Saved entries
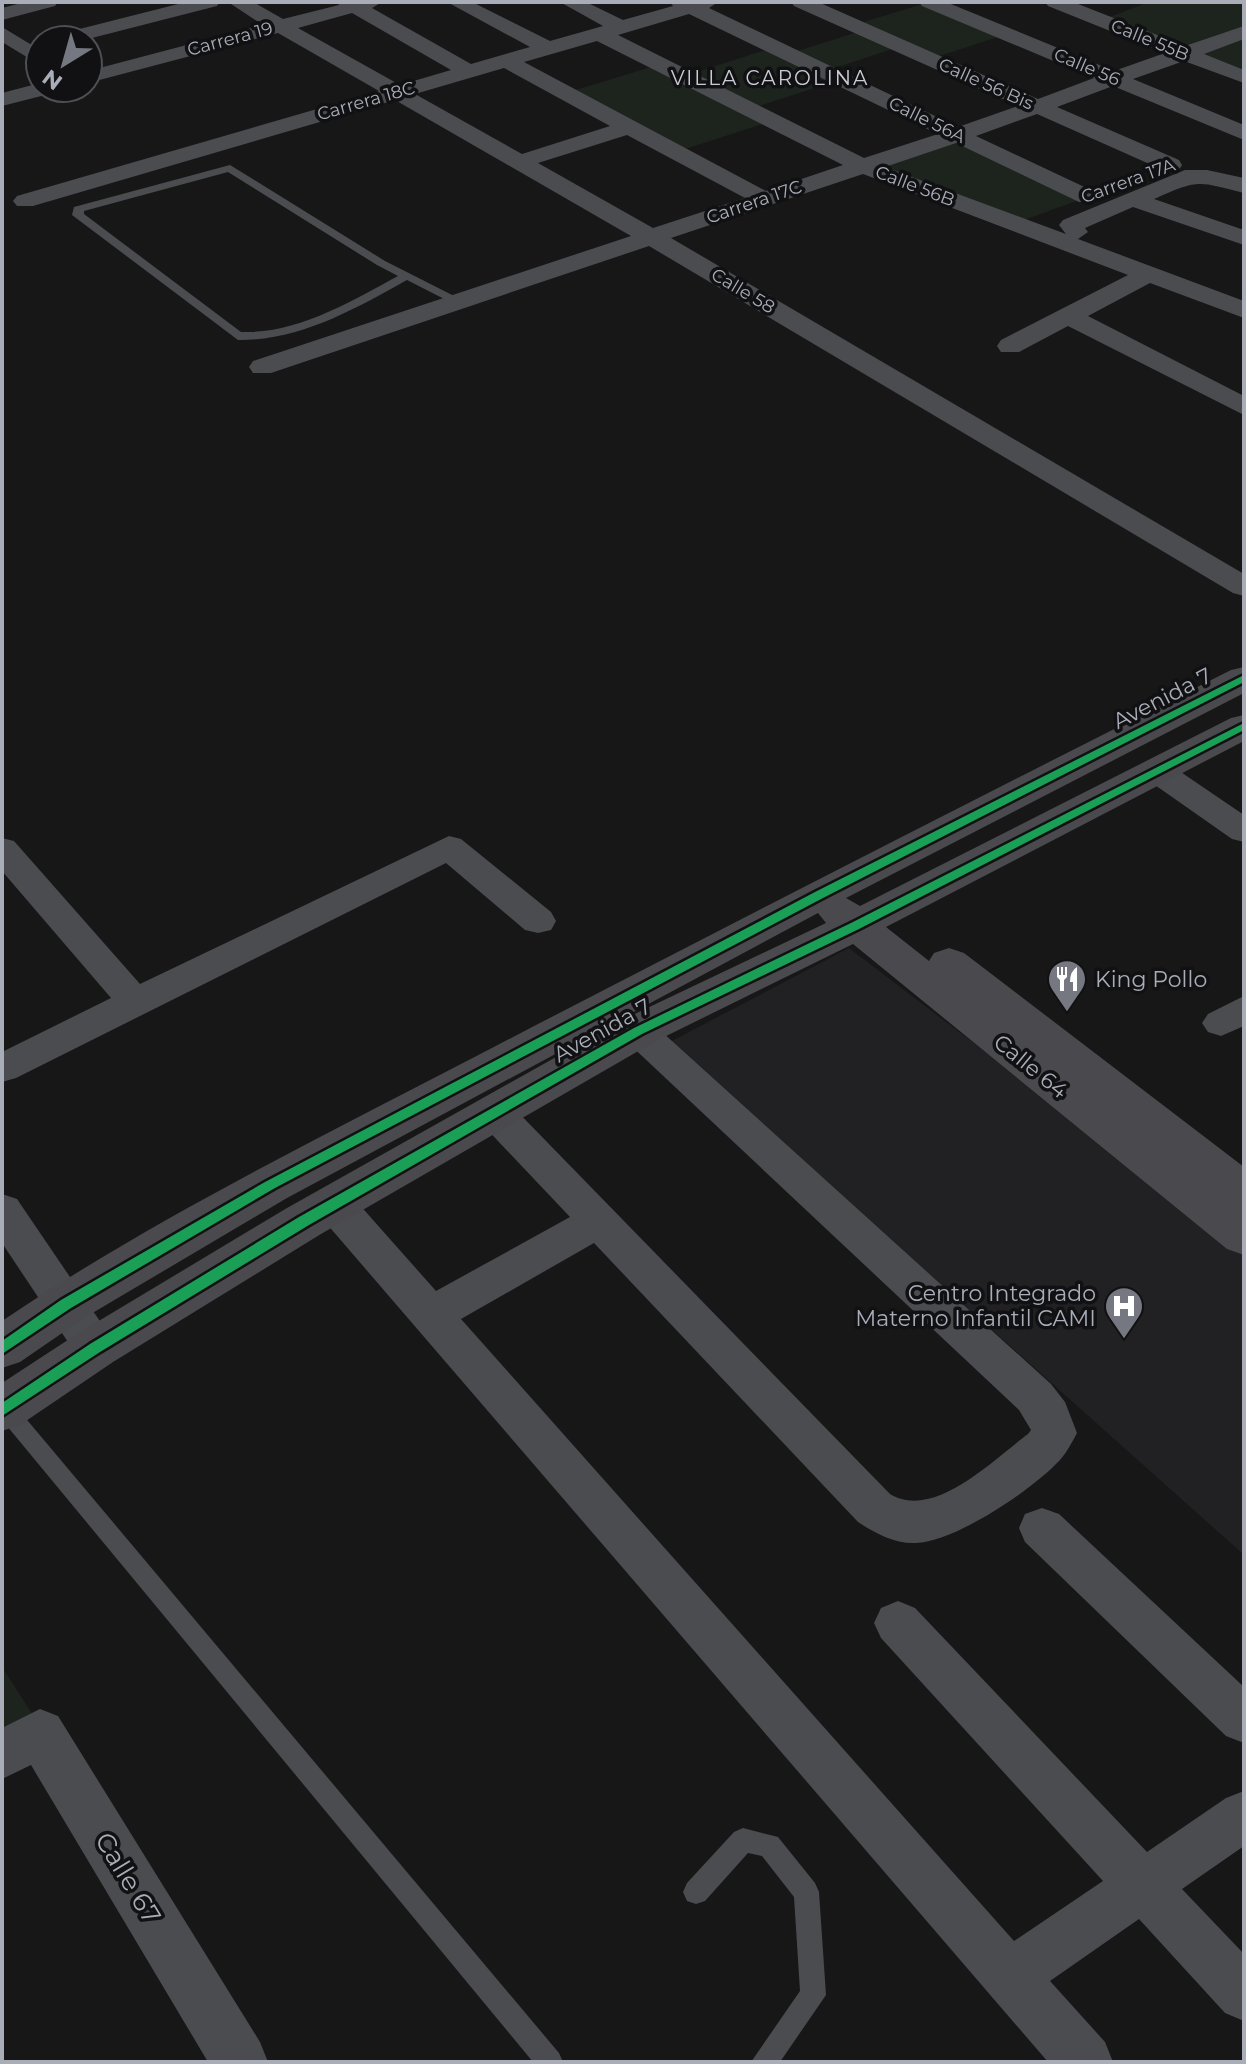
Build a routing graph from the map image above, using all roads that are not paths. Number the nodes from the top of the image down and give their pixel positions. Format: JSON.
{"nodes":[{"id":1,"x":48,"y":2,"type":"edge"},
{"id":2,"x":210,"y":2,"type":"edge"},
{"id":3,"x":238,"y":2,"type":"edge"},
{"id":4,"x":457,"y":2,"type":"edge"},
{"id":5,"x":570,"y":2,"type":"edge"},
{"id":6,"x":801,"y":2,"type":"edge"},
{"id":7,"x":929,"y":2,"type":"edge"},
{"id":8,"x":358,"y":3,"type":"edge"},
{"id":9,"x":693,"y":4,"type":"edge"},
{"id":10,"x":1059,"y":4,"type":"edge"},
{"id":11,"x":2,"y":14,"type":"edge"},
{"id":12,"x":282,"y":26,"type":"junction"},
{"id":13,"x":104,"y":29,"type":"edge"},
{"id":14,"x":994,"y":29,"type":"junction"},
{"id":15,"x":609,"y":30,"type":"junction"},
{"id":16,"x":1244,"y":32,"type":"edge"},
{"id":17,"x":2,"y":33,"type":"edge"},
{"id":18,"x":24,"y":45,"type":"edge"},
{"id":19,"x":547,"y":48,"type":"junction"},
{"id":20,"x":24,"y":52,"type":"edge"},
{"id":21,"x":1186,"y":54,"type":"junction"},
{"id":22,"x":2,"y":55,"type":"edge"},
{"id":23,"x":504,"y":60,"type":"junction"},
{"id":24,"x":468,"y":71,"type":"junction"},
{"id":25,"x":104,"y":73,"type":"edge"},
{"id":26,"x":1244,"y":77,"type":"edge"},
{"id":27,"x":1115,"y":79,"type":"junction"},
{"id":28,"x":398,"y":92,"type":"junction"},
{"id":29,"x":24,"y":94,"type":"edge"},
{"id":30,"x":2,"y":100,"type":"edge"},
{"id":31,"x":1038,"y":106,"type":"junction"},
{"id":32,"x":629,"y":127,"type":"junction"},
{"id":33,"x":957,"y":135,"type":"junction"},
{"id":34,"x":1229,"y":145,"type":"edge"},
{"id":35,"x":520,"y":162,"type":"junction"},
{"id":36,"x":860,"y":165,"type":"junction"},
{"id":37,"x":1171,"y":165,"type":"junction"},
{"id":38,"x":1244,"y":186,"type":"edge"},
{"id":39,"x":1087,"y":197,"type":"junction"},
{"id":40,"x":762,"y":198,"type":"junction"},
{"id":41,"x":1132,"y":199,"type":"junction"},
{"id":42,"x":25,"y":201,"type":"dead end"},
{"id":43,"x":1013,"y":224,"type":"junction"},
{"id":44,"x":651,"y":237,"type":"junction"},
{"id":45,"x":1244,"y":238,"type":"edge"},
{"id":46,"x":1147,"y":275,"type":"junction"},
{"id":47,"x":406,"y":276,"type":"junction"},
{"id":48,"x":1244,"y":293,"type":"edge"},
{"id":49,"x":458,"y":301,"type":"junction"},
{"id":50,"x":1244,"y":310,"type":"edge"},
{"id":51,"x":1069,"y":316,"type":"junction"},
{"id":52,"x":1010,"y":346,"type":"dead end"},
{"id":53,"x":262,"y":367,"type":"dead end"},
{"id":54,"x":1244,"y":407,"type":"edge"},
{"id":55,"x":1244,"y":587,"type":"edge"},
{"id":56,"x":1244,"y":678,"type":"edge"},
{"id":57,"x":1244,"y":726,"type":"edge"},
{"id":58,"x":1157,"y":771,"type":"junction"},
{"id":59,"x":1244,"y":831,"type":"edge"},
{"id":60,"x":2,"y":849,"type":"edge"},
{"id":61,"x":832,"y":888,"type":"junction"},
{"id":62,"x":869,"y":918,"type":"junction"},
{"id":63,"x":538,"y":921,"type":"dead end"},
{"id":64,"x":135,"y":1002,"type":"junction"},
{"id":65,"x":638,"y":1031,"type":"junction"},
{"id":66,"x":2,"y":1068,"type":"edge"},
{"id":67,"x":495,"y":1113,"type":"junction"},
{"id":68,"x":1244,"y":1192,"type":"edge"},
{"id":69,"x":335,"y":1205,"type":"junction"},
{"id":70,"x":2,"y":1210,"type":"edge"},
{"id":71,"x":598,"y":1221,"type":"junction"},
{"id":72,"x":1244,"y":1236,"type":"edge"},
{"id":73,"x":66,"y":1304,"type":"junction"},
{"id":74,"x":431,"y":1315,"type":"junction"},
{"id":75,"x":2,"y":1348,"type":"edge"},
{"id":76,"x":95,"y":1348,"type":"junction"},
{"id":77,"x":4,"y":1409,"type":"edge"},
{"id":78,"x":1042,"y":1528,"type":"dead end"},
{"id":79,"x":898,"y":1623,"type":"dead end"},
{"id":80,"x":1244,"y":1720,"type":"edge"},
{"id":81,"x":2,"y":1755,"type":"edge"},
{"id":82,"x":1244,"y":1816,"type":"edge"},
{"id":83,"x":1142,"y":1885,"type":"junction"},
{"id":84,"x":696,"y":1892,"type":"dead end"},
{"id":85,"x":1010,"y":1976,"type":"junction"},
{"id":86,"x":1244,"y":1994,"type":"edge"},
{"id":87,"x":240,"y":2062,"type":"edge"},
{"id":88,"x":550,"y":2062,"type":"edge"},
{"id":89,"x":764,"y":2062,"type":"edge"},
{"id":90,"x":1085,"y":2062,"type":"edge"}],
"edges":[{"from":1,"to":11,"type":"street"},
{"from":2,"to":13,"type":"street"},
{"from":3,"to":12,"type":"street","name":"Calle 58"},
{"from":4,"to":19,"type":"street"},
{"from":5,"to":15,"type":"street","name":"Calle 56B"},
{"from":6,"to":31,"type":"street","name":"Calle 56 Bis"},
{"from":7,"to":14,"type":"street","name":"Calle 56"},
{"from":8,"to":12,"type":"street","name":"Carrera 19"},
{"from":8,"to":24,"type":"street"},
{"from":9,"to":15,"type":"street","name":"Carrera 18C"},
{"from":9,"to":33,"type":"street","name":"Calle 56A"},
{"from":10,"to":14,"type":"street"},
{"from":10,"to":21,"type":"street","name":"Calle 55B"},
{"from":12,"to":25,"type":"street","name":"Carrera 19"},
{"from":12,"to":28,"type":"street","name":"Calle 58"},
{"from":14,"to":27,"type":"street","name":"Calle 56"},
{"from":15,"to":19,"type":"street","name":"Carrera 18C"},
{"from":15,"to":36,"type":"street","name":"Calle 56B"},
{"from":16,"to":21,"type":"street","name":"Carrera 17C"},
{"from":17,"to":18,"type":"street"},
{"from":19,"to":23,"type":"street","name":"Carrera 18C"},
{"from":20,"to":22,"type":"street"},
{"from":21,"to":26,"type":"street","name":"Calle 55B"},
{"from":21,"to":27,"type":"street","name":"Carrera 17C"},
{"from":23,"to":24,"type":"street","name":"Carrera 18C"},
{"from":23,"to":32,"type":"street"},
{"from":24,"to":28,"type":"street","name":"Carrera 18C"},
{"from":27,"to":31,"type":"street","name":"Carrera 17C"},
{"from":27,"to":34,"type":"street","name":"Calle 56"},
{"from":28,"to":35,"type":"street","name":"Calle 58"},
{"from":28,"to":42,"type":"street","name":"Carrera 18C"},
{"from":29,"to":30,"type":"street"},
{"from":31,"to":33,"type":"street","name":"Carrera 17C"},
{"from":31,"to":37,"type":"street","name":"Calle 56 Bis"},
{"from":32,"to":35,"type":"street"},
{"from":32,"to":40,"type":"street"},
{"from":33,"to":36,"type":"street","name":"Carrera 17C"},
{"from":33,"to":39,"type":"street","name":"Calle 56A"},
{"from":34,"to":37,"type":"street","name":"Carrera 17A"},
{"from":35,"to":44,"type":"street","name":"Calle 58"},
{"from":36,"to":40,"type":"street","name":"Carrera 17C"},
{"from":36,"to":43,"type":"street","name":"Calle 56B"},
{"from":37,"to":39,"type":"street","name":"Carrera 17A"},
{"from":38,"to":41,"type":"street"},
{"from":39,"to":43,"type":"street","name":"Carrera 17A"},
{"from":40,"to":44,"type":"street","name":"Carrera 17C"},
{"from":41,"to":45,"type":"street"},
{"from":41,"to":48,"type":"street"},
{"from":43,"to":46,"type":"street","name":"Calle 56B"},
{"from":44,"to":49,"type":"street","name":"Carrera 17C"},
{"from":44,"to":55,"type":"street","name":"Calle 58"},
{"from":46,"to":50,"type":"street","name":"Calle 56B"},
{"from":46,"to":51,"type":"street"},
{"from":47,"to":47,"type":"lane"},
{"from":47,"to":49,"type":"lane"},
{"from":49,"to":53,"type":"street","name":"Carrera 17C"},
{"from":51,"to":52,"type":"street"},
{"from":51,"to":54,"type":"street"},
{"from":56,"to":61,"type":"main road","name":"Avenida 7"},
{"from":57,"to":58,"type":"main road","name":"Avenida 7"},
{"from":58,"to":59,"type":"street"},
{"from":58,"to":62,"type":"main road","name":"Avenida 7"},
{"from":60,"to":64,"type":"street"},
{"from":61,"to":62,"type":"main road","name":"Calle 64"},
{"from":61,"to":73,"type":"main road","name":"Avenida 7"},
{"from":62,"to":65,"type":"main road","name":"Avenida 7"},
{"from":62,"to":68,"type":"main road","name":"Calle 64"},
{"from":62,"to":72,"type":"main road","name":"Calle 64"},
{"from":63,"to":64,"type":"street"},
{"from":64,"to":66,"type":"street"},
{"from":65,"to":67,"type":"main road","name":"Avenida 7"},
{"from":65,"to":71,"type":"street"},
{"from":67,"to":69,"type":"main road","name":"Avenida 7"},
{"from":67,"to":71,"type":"street"},
{"from":69,"to":74,"type":"street"},
{"from":69,"to":76,"type":"main road","name":"Avenida 7"},
{"from":70,"to":73,"type":"street"},
{"from":71,"to":74,"type":"street"},
{"from":73,"to":75,"type":"main road","name":"Avenida 7"},
{"from":73,"to":76,"type":"street"},
{"from":74,"to":85,"type":"street"},
{"from":76,"to":77,"type":"main road","name":"Avenida 7"},
{"from":77,"to":88,"type":"lane"},
{"from":78,"to":80,"type":"street"},
{"from":79,"to":83,"type":"street"},
{"from":81,"to":87,"type":"street","name":"Calle 67"},
{"from":82,"to":83,"type":"street"},
{"from":83,"to":85,"type":"street"},
{"from":83,"to":86,"type":"street"},
{"from":84,"to":89,"type":"lane"},
{"from":85,"to":90,"type":"street"}]}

◆ **BRIEF**
When a line of the records has the word "nodes", pick it out and copy it.

◆ **EXERCISE OUTPUT**
Build a routing graph from the map image above, using all roads that are not paths. Number the nodes from the top of the image down and give their pixel positions. Format: JSON.
{"nodes":[{"id":1,"x":48,"y":2,"type":"edge"},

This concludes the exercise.